Five judges ruled the current 12- year minimum sentence often imposed in murder cases was generally too lenient, while the top level of 30 years was too low.
The decision effectively paves the way for "life to mean life" in the worst murder cases. (...)
Lord Advocate Elish Angiolini was the architect of the changes. (...)
Lord [Justice General] Hamilton, sitting with Lords Reed, Clarke and Mackay and Lady Dorrian, agreed to all the Lord Advocate's requests.
Anyone convicted of murder receives a mandatory life sentence. Judges also have to impose a "punishment part" of the sentence – the period that must be served before an application for parole can be made.
In a 2002 judgment, the appeal court, then headed by Lord Cullen, reduced from 30 to 27 years the punishment part imposed on former Royal Scots corporal Andrew Walker, who shot dead three people in an army payroll robbery.
Following that ruling, judges began to apply a 30-year ceiling and used 12 years as the "norm" in murder cases, going up or down depending on the aggravating or mitigating features of an individual case.
It had been expected that 30 years would be reserved for Abdelbaset Ali Mohmed al-Megrahi, the Lockerbie bomber, but he was given 27 years. The judges in his case used 30 years as a maximum but reduced it because of Megrahi's age, then 51, and because he would, as they understood it, be serving his sentence in a foreign country in solitary confinement. In yesterday's judgment, Lord Hamilton said the Prisoners and Criminal Proceedings (Scotland) Act prescribed no minimum or maximum punishment part, merely that it be a specified period, and it could be a period that exceeded the prisoner's likely lifespan.

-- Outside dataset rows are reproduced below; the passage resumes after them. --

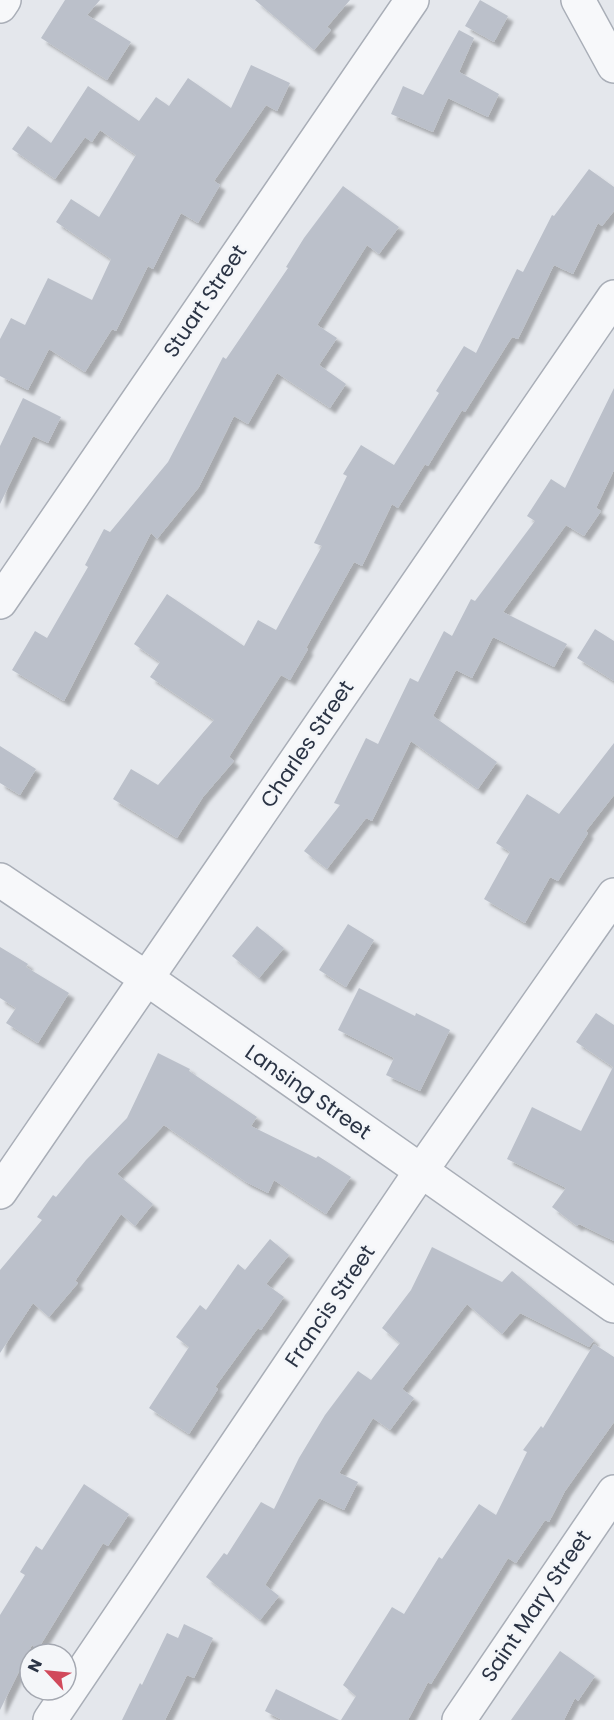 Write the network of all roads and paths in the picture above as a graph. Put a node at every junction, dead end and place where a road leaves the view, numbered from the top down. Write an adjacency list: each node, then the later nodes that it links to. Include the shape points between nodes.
1 (4, 0): 4 (street)
2 (412, 0): 7 (street, Stuart Street)
3 (578, 0): 5 (street)
4 (0, 6)
5 (614, 66)
6 (614, 297): 10 (street, Charles Street)
7 (0, 602)
8 (0, 880): 10 (street, Lansing Street)
9 (614, 895): 11 (street, Francis Street)
10 (146, 978): 11 (street, Lansing Street); 12 (street, Charles Street)
11 (421, 1170): 13 (street, Lansing Street); 15 (street, Francis Street)
12 (0, 1192)
13 (614, 1306)
14 (614, 1492): 16 (street, Saint Mary Street)
15 (50, 1720)
16 (459, 1720) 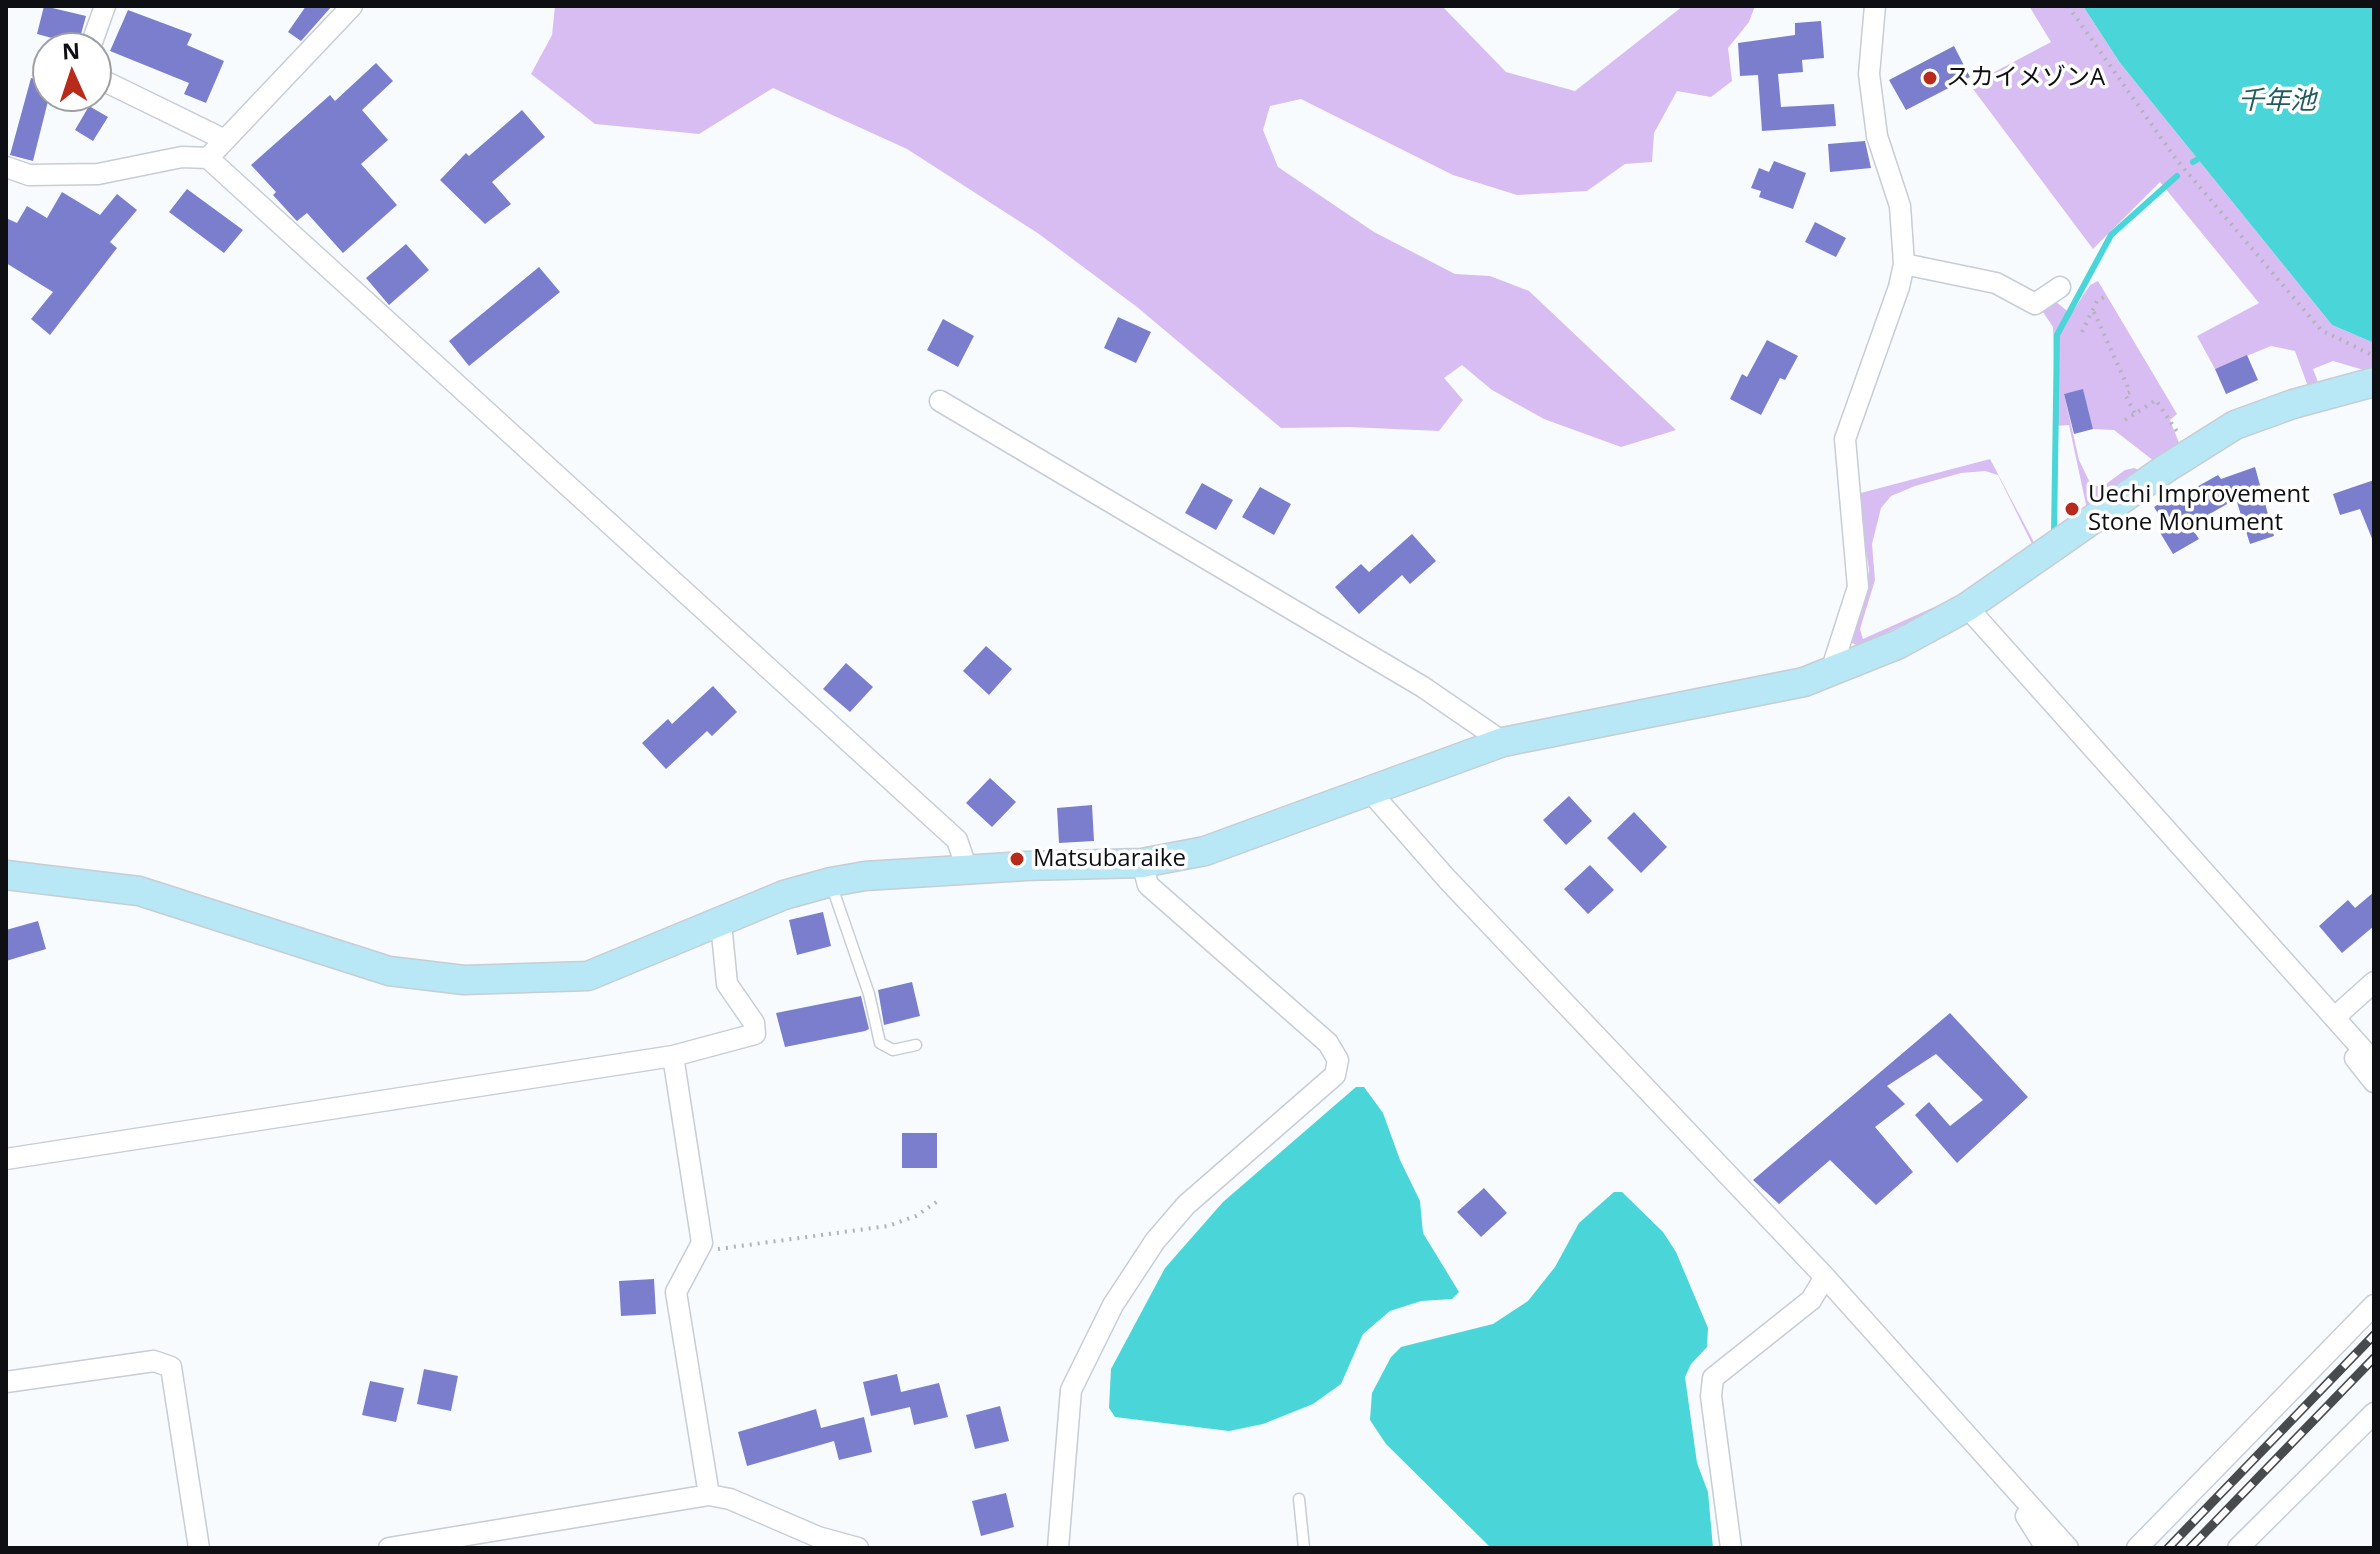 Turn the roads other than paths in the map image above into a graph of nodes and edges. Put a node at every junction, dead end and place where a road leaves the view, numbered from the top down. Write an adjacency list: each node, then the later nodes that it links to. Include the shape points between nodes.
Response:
1 (105, 6): 4 (street)
2 (352, 6): 6 (street)
3 (1875, 6): 9 (street, via 1869,74 1877,136 1900,206)
4 (96, 32)
5 (112, 85): 6 (street)
6 (225, 140): 7 (street)
7 (208, 158): 8 (street, via 182,157 98,174 29,175); 18 (street, via 957,840)
8 (6, 167)
9 (1904, 264): 10 (street, via 1996,283 2035,304); 14 (street, via 1845,439 1858,587)
10 (2060, 287)
11 (2374, 382): 13 (street, via 2235,425)
12 (940, 401): 15 (street, via 1423,687)
13 (1967, 607): 14 (street, via 1899,644); 23 (street)
14 (1831, 671): 15 (street, via 1804,682)
15 (1503, 742): 16 (street)
16 (1368, 789): 17 (street, via 1205,851); 29 (street)
17 (1142, 863): 18 (street); 40 (street, via 1148,885 1328,1043 1338,1060 1335,1075 1186,1205 1113,1305 1071,1390)
18 (968, 872): 20 (street)
19 (6, 875): 21 (street, via 139,891 389,971 464,980 588,976)
20 (831, 882): 21 (street, via 784,895); 24 (lane, via 880,1043 893,1050)
21 (721, 923): 25 (street, via 727,984 754,1023 755,1034)
22 (2374, 982): 23 (street)
23 (2335, 1017): 26 (street)
24 (916, 1045)
25 (673, 1056): 28 (street); 34 (street, via 702,1243 676,1292)
26 (2368, 1057): 27 (street, via 2355,1058)
27 (2374, 1082)
28 (6, 1159)
29 (1825, 1277): 33 (street); 42 (street, via 1811,1300 1713,1378)
30 (2374, 1305): 45 (street)
31 (6, 1382): 37 (street, via 154,1361 171,1367)
32 (2374, 1413): 46 (street)
33 (1997, 1472): 43 (street); 44 (street)
34 (709, 1495): 36 (street); 39 (street)
35 (1299, 1499): 41 (lane)
36 (484, 1541): 38 (street)
37 (199, 1548)
38 (389, 1548)
39 (858, 1548)
40 (1058, 1548)
41 (1304, 1548)
42 (1731, 1548)
43 (2046, 1548)
44 (2068, 1548)
45 (2137, 1548)
46 (2238, 1548) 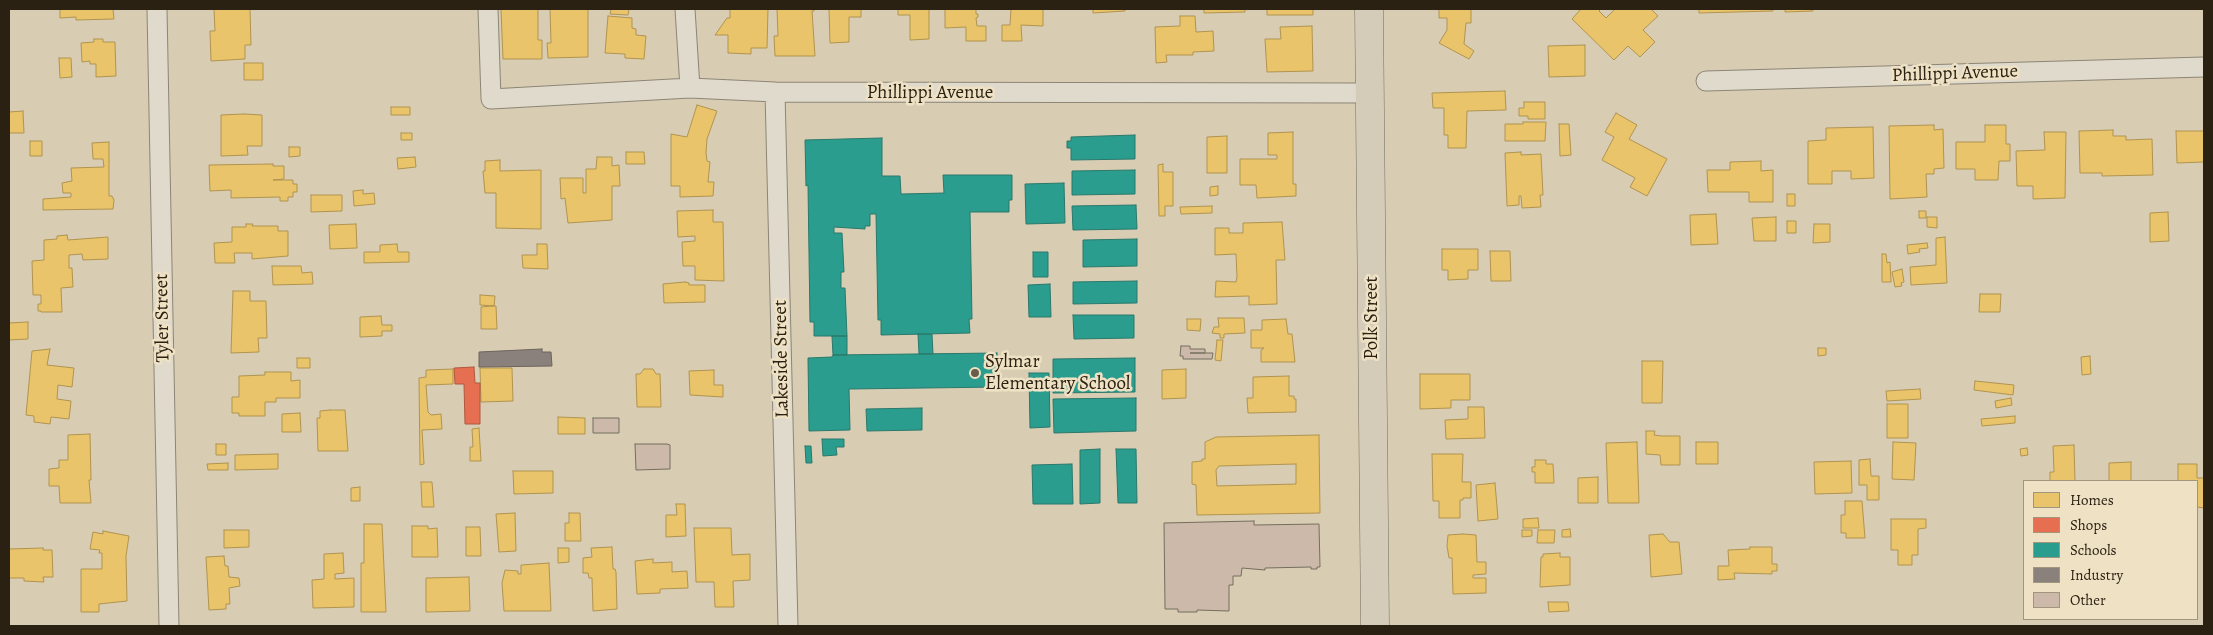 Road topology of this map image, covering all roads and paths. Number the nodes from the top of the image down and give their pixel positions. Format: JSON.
{"nodes":[{"id":1,"x":157,"y":9,"type":"edge"},
{"id":2,"x":488,"y":9,"type":"edge"},
{"id":3,"x":685,"y":9,"type":"edge"},
{"id":4,"x":1369,"y":9,"type":"edge"},
{"id":5,"x":2204,"y":67,"type":"edge"},
{"id":6,"x":1706,"y":81,"type":"dead end"},
{"id":7,"x":690,"y":88,"type":"junction"},
{"id":8,"x":775,"y":92,"type":"junction"},
{"id":9,"x":1370,"y":93,"type":"junction"},
{"id":10,"x":169,"y":626,"type":"edge"},
{"id":11,"x":788,"y":626,"type":"edge"},
{"id":12,"x":1375,"y":626,"type":"edge"}],
"edges":[{"from":1,"to":10,"type":"street","name":"Tyler Street"},
{"from":2,"to":7,"type":"street","name":"Phillippi Avenue"},
{"from":3,"to":7,"type":"street"},
{"from":4,"to":9,"type":"main road","name":"Polk Street"},
{"from":5,"to":6,"type":"street","name":"Phillippi Avenue"},
{"from":7,"to":8,"type":"street","name":"Phillippi Avenue"},
{"from":8,"to":9,"type":"street","name":"Phillippi Avenue"},
{"from":8,"to":11,"type":"street","name":"Lakeside Street"},
{"from":9,"to":12,"type":"main road","name":"Polk Street"}]}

He said the Walker judgment had not stated in terms that 30 years would be the maximum, but had been interpreted as such.
"In our view, there may well be cases, for example mass murders by terrorist action, for which a punishment part of more than 30 years may, subject to any mitigatory considerations, be appropriate. In so far as Walker and al-Megrahi may suggest that 30 years is a virtual maximum punishment part, that suggestion is disapproved," Lord Hamilton said.
Presumably this doesn't affect the concept of compassionate release in cases where the prisoner has a terminal illness and is close to the end of his/her life. Under this new ruling,I assume that al Megrahi would still have been released.
ReplyDeleteYes. There is no suggestion in the judgment that it is intended to affect compassionate release. But it does seem to suggest that if the Lord Advocate had not abandoned her appeal against the 27 year "punishment part" of Mr Megrahi's life sentence, the court might well have increased the period.